=== Task to carry out ===
The required output is all lines below that contain the word "Parkside".

==== Information ====

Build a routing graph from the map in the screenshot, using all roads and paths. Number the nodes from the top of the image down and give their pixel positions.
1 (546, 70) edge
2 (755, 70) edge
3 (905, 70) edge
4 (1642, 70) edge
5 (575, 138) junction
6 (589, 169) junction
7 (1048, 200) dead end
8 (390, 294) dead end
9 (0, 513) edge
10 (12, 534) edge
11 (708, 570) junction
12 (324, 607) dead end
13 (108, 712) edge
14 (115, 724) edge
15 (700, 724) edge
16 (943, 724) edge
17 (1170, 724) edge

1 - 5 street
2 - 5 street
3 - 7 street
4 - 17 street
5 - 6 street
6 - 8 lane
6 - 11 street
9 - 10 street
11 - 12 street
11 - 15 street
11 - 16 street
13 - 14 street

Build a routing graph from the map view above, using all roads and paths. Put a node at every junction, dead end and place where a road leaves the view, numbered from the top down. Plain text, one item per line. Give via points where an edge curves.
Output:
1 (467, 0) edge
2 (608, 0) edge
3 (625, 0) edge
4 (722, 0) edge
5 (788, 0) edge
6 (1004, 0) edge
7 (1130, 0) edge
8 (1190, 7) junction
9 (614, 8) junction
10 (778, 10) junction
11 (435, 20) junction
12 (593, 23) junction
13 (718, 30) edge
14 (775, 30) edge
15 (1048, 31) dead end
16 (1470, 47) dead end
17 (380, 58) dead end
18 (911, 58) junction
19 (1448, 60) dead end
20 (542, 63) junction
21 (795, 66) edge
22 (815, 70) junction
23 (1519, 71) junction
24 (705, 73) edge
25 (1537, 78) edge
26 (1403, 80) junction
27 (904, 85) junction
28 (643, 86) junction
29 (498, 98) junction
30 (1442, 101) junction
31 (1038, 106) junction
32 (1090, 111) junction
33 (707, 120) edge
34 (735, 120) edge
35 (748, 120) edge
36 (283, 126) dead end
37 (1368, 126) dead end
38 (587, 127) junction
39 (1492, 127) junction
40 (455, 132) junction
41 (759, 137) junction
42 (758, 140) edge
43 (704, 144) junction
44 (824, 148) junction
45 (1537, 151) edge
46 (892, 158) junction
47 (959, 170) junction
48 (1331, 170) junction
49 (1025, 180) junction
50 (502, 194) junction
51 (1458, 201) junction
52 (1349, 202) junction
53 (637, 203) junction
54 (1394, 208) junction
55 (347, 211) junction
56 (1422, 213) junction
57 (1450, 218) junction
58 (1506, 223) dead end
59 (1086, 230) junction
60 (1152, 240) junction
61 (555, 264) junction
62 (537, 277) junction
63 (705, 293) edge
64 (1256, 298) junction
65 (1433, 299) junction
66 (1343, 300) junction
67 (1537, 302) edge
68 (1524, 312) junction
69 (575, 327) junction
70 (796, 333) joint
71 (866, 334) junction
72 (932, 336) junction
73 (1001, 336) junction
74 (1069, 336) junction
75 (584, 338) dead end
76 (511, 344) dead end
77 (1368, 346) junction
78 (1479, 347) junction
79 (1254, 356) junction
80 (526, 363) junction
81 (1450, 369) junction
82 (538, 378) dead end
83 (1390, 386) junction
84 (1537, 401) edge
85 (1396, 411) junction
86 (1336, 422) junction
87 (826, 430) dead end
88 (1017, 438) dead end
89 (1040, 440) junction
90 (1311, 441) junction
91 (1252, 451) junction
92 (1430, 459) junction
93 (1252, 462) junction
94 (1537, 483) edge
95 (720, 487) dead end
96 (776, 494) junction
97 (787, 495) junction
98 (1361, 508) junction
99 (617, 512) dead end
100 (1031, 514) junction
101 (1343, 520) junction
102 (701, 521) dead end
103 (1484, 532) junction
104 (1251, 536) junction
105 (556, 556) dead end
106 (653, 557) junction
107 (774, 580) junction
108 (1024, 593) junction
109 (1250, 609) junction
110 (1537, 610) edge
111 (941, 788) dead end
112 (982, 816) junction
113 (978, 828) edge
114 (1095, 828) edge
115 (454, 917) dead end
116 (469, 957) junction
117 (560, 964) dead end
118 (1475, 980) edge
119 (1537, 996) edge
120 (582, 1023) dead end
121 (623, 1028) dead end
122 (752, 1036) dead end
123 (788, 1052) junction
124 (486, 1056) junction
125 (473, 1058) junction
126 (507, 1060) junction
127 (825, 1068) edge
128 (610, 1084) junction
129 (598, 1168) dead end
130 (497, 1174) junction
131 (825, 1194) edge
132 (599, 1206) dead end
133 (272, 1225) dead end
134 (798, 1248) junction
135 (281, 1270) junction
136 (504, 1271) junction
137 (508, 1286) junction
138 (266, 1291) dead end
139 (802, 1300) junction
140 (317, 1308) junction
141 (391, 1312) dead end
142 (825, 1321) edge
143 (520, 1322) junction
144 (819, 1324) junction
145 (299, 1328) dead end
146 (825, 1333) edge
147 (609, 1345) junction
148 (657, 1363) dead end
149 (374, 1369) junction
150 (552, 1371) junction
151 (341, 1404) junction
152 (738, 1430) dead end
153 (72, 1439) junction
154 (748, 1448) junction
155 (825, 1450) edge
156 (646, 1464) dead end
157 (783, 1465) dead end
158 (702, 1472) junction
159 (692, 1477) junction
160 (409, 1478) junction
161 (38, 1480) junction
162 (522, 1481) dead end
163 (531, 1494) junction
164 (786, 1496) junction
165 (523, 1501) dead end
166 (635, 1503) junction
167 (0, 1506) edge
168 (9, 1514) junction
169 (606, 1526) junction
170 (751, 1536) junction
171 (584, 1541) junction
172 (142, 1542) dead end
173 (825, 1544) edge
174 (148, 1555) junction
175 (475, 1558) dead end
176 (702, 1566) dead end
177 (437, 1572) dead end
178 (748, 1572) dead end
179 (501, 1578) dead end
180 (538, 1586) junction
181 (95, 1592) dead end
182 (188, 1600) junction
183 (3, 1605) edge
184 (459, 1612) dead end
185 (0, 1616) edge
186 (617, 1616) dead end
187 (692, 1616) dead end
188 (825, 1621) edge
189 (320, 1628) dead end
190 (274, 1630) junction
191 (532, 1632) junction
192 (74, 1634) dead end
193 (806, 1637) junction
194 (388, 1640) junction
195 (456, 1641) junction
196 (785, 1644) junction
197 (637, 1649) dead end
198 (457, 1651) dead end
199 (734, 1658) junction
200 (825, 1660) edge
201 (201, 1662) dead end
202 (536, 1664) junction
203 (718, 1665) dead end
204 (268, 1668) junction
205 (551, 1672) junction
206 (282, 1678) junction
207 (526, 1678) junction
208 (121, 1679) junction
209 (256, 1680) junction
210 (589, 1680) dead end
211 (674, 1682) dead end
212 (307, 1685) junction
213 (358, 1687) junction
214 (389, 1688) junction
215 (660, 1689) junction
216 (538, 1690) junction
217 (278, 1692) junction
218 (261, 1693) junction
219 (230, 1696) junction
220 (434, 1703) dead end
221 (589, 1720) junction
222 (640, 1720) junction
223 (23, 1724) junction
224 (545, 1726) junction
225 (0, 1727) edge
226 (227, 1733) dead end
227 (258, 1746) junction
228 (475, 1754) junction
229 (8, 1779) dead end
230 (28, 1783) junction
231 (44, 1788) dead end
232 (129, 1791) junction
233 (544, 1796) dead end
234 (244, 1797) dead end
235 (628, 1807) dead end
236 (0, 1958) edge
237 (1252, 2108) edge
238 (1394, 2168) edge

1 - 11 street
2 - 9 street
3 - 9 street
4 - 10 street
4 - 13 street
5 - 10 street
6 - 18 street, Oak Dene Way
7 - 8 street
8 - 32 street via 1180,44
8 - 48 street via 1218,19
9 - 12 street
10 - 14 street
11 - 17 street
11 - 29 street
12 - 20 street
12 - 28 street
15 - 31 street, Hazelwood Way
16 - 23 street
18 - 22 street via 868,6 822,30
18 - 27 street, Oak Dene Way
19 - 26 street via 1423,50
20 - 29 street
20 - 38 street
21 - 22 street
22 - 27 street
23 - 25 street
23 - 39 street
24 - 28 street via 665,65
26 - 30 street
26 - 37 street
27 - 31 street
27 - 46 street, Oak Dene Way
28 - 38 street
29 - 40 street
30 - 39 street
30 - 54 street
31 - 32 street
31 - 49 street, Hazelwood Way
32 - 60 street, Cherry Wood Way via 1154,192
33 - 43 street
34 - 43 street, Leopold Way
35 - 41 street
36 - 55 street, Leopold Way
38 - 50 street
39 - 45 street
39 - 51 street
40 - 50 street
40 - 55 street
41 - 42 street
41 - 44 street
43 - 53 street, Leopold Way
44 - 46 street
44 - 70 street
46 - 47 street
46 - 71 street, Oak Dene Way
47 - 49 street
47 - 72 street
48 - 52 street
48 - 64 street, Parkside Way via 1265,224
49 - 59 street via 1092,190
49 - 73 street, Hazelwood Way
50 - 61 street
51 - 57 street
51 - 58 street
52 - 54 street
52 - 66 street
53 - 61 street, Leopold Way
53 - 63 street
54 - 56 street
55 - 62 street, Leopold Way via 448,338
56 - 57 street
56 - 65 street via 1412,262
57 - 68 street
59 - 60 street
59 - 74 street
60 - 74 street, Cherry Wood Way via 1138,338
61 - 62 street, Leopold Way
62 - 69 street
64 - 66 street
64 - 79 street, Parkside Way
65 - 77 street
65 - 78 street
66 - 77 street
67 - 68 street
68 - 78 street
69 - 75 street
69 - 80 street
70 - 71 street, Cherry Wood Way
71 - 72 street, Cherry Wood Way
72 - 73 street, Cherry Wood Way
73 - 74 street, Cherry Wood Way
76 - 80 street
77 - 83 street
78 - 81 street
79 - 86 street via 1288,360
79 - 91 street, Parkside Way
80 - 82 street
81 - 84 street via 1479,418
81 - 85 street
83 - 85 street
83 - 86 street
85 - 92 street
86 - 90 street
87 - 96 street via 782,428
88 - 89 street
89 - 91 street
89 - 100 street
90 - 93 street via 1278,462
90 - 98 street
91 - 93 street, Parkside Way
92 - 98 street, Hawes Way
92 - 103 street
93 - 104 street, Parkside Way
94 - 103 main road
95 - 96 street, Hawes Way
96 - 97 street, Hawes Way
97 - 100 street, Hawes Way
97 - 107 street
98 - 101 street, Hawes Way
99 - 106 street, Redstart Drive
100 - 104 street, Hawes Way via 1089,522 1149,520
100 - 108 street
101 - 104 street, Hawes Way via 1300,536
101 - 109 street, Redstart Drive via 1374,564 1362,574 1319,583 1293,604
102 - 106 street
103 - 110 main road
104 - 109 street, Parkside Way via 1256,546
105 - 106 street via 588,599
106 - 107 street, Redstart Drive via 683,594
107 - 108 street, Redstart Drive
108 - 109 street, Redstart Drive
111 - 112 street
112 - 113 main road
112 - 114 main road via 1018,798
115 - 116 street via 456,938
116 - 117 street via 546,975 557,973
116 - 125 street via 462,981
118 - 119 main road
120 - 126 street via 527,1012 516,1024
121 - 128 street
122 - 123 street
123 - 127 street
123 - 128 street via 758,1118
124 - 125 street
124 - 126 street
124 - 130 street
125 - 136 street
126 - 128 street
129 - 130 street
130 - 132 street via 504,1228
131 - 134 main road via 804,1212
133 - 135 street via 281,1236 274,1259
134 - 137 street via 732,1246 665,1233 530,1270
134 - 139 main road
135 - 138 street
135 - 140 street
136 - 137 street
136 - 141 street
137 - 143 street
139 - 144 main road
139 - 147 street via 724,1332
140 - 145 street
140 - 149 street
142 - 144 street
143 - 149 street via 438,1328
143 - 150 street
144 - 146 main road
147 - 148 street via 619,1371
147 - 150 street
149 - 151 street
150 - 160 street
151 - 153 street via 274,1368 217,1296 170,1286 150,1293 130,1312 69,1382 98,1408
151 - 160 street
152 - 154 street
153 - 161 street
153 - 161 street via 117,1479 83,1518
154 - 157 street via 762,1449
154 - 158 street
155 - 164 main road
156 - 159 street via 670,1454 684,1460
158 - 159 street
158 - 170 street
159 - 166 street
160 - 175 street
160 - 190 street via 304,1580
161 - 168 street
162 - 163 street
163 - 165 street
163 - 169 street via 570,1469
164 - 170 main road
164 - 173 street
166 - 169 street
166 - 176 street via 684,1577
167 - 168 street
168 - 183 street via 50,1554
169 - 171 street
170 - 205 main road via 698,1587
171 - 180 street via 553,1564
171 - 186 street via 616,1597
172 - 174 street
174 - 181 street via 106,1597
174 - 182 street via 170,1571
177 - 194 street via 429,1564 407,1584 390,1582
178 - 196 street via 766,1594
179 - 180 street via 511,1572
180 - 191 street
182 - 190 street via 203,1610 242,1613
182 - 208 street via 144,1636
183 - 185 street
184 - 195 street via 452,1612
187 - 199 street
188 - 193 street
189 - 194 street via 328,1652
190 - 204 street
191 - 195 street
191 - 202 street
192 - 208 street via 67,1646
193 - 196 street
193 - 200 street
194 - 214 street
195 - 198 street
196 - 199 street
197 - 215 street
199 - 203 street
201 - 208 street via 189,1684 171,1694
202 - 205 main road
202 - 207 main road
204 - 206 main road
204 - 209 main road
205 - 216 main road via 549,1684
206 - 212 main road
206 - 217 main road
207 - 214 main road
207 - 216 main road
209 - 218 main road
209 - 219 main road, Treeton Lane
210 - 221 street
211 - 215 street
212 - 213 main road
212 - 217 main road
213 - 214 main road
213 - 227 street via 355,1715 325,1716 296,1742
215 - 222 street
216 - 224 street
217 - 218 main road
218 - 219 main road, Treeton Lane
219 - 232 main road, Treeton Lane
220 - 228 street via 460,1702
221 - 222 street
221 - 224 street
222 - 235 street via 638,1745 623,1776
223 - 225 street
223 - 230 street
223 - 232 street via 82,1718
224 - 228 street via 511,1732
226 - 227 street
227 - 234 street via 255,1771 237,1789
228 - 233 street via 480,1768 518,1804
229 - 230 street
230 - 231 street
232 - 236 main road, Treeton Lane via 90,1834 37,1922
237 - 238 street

====

=== Response below ===
48 - 64 street, Parkside Way via 1265,224
64 - 79 street, Parkside Way
79 - 91 street, Parkside Way
91 - 93 street, Parkside Way
93 - 104 street, Parkside Way
104 - 109 street, Parkside Way via 1256,546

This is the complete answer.